Bright Star is a 2009 biographical romantic drama film, written and directed by Jane Campion. It is based on the last three years of the life of poet John Keats (played by Ben Whishaw) and his romantic relationship with Fanny Brawne (Abbie Cornish). Campion's screenplay was inspired by a 1997 biography of Keats by Andrew Motion, who served as a script consultant.

Bright Star was in the main competition at the 2009 Cannes Film Festival, and was first shown to the public on 15 May 2009. The film's title is a reference to a sonnet by Keats titled "Bright star, would I were stedfast as thou art", which he wrote while he was with Brawne.

==Plot==
In 1818 Hampstead, the fashionable Fanny Brawne is introduced to poet John Keats through the Dilke family. The Dilkes occupy one half of a double house, with Charles Brown occupying the other half. Brown is Keats' friend, housemate, and associate in writing.

Fanny's flirtatious personality contrasts with Keats' more aloof nature. She begins to pursue him after her siblings Samuel and Toots obtain his book of poetry, "Endymion". Her efforts to interact with the poet are fruitless until he witnesses her grief for the loss of his brother, Tom. Keats begins to open up to her advances while spending Christmas with the Brawne family. He begins giving her poetry lessons, and it becomes apparent that their attraction is mutual. Fanny is nevertheless troubled by his reluctance to pursue her, as to which her mother surmises, "Mr. Keats knows he cannot like you, he has no living and no income."

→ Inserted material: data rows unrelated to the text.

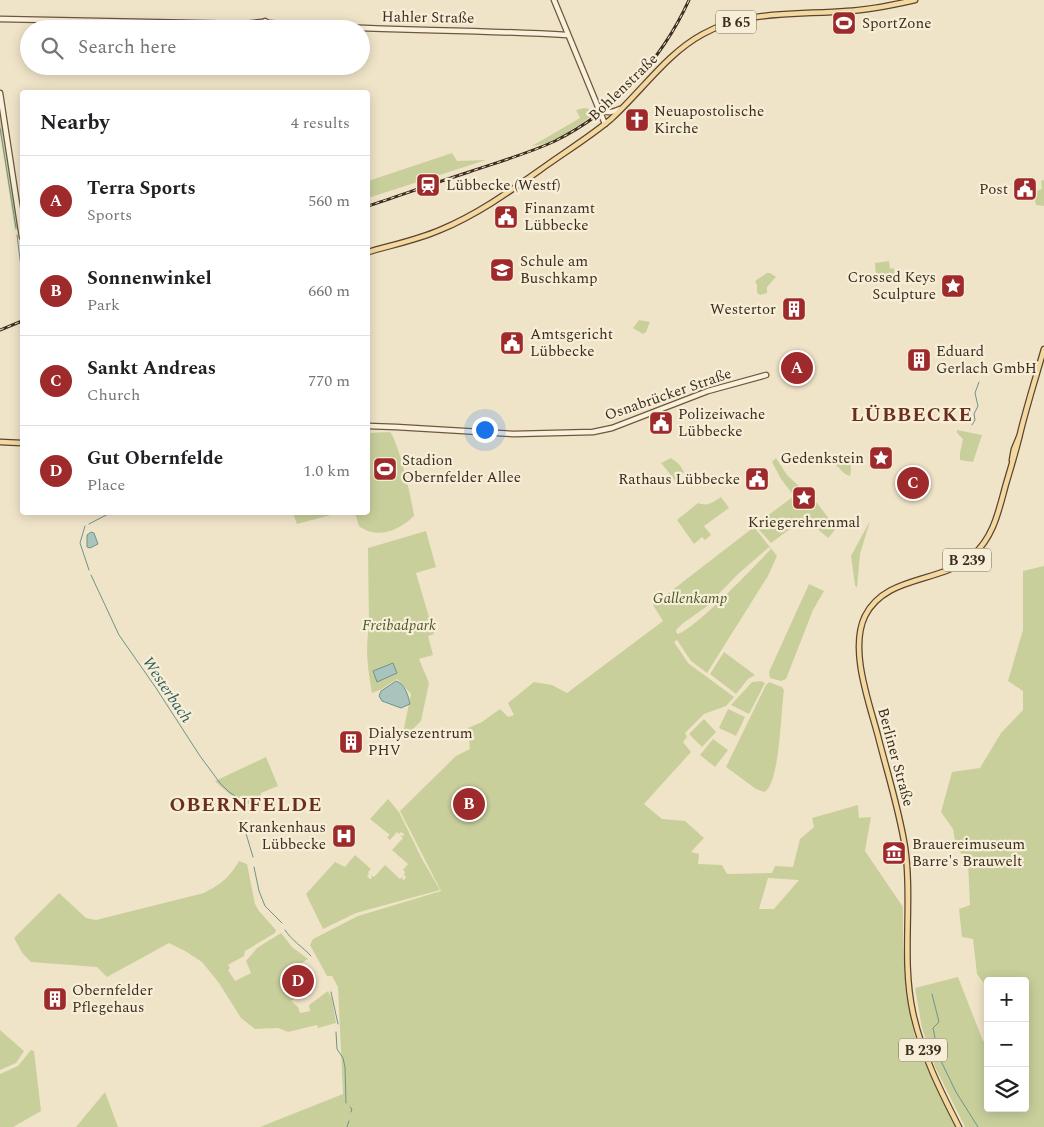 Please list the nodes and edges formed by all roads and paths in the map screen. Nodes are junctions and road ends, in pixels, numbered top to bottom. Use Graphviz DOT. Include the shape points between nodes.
graph roads {
  1 [pos="554,0"];
  2 [pos="914,0"];
  3 [pos="0,19"];
  4 [pos="49,20"];
  5 [pos="370,28"];
  6 [pos="567,35"];
  7 [pos="0,93"];
  8 [pos="596,104"];
  9 [pos="624,108"];
  10 [pos="605,124"];
  11 [pos="20,224"];
  12 [pos="370,251"];
  13 [pos="1044,349"];
  14 [pos="766,375"];
  15 [pos="370,426"];
  16 [pos="0,442"];
  17 [pos="20,443"];
  18 [pos="959,1127"];
  1 -- 6 [label="street"];
  2 -- 9 [label="main road, Bohlenstraße / B 65" via="849,11 767,16 715,28 681,49"];
  3 -- 4 [label="street"];
  5 -- 6 [label="street, Hahler Straße"];
  6 -- 8 [label="street"];
  7 -- 11 [label="street"];
  8 -- 9 [label="street" via="607,112"];
  8 -- 10 [label="street"];
  9 -- 10 [label="main road, Bohlenstraße / B 65"];
  10 -- 12 [label="main road, Bohlenstraße / B 65" via="466,218 422,237"];
  13 -- 18 [label="main road, Berliner Straße / B 239" via="989,535 981,547 961,564 882,595 864,617 860,636 864,680 904,845 908,875 907,963 913,1014 927,1061"];
  14 -- 15 [label="street, Osnabrücker Straße" via="708,391 612,428 593,432 514,434"];
  16 -- 17 [label="main road"];
}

After Fanny receives a valentine card from Brown, Keats passionately confronts them and asks if they are lovers. Brown sent the valentine in jest, but warns Keats that Fanny is a mere flirt playing a game. Fanny is hurt by Brown's accusations and Keats' lack of faith in her; she ends their lessons and leaves. The Dilkes move to Westminster in the spring, leaving the Brawne family their half of the house and six months rent. Fanny and Keats then resume their interaction and fall deeply in love. The relationship comes to an abrupt end when Brown departs with Keats for his summer holiday, where Keats may earn some money. Fanny is heartbroken, though she is comforted by Keats' love letters. When the men return in the autumn, Fanny's mother voices her concern that Fanny's attachment to the poet will hinder her from being courted by a more obviously eligible suitor. Fanny and Keats secretly become engaged.

Keats contracts tuberculosis the following winter. He spends several weeks recovering until spring. His friends collect funds so that he may spend the following winter in Italy, where the climate is warmer. After Brown impregnates a maid and is unable to accompany him, Keats finds accommodation in London for the summer, and is later taken in by the Brawne family following an attack of his illness. When his book sells with moderate success, Fanny's mother gives him her blessing to marry Fanny once he returns from Italy. The night before he leaves, he and Fanny say their tearful goodbyes in privacy. Keats dies in Italy the following February of complications from his illness, as his brother Tom had done.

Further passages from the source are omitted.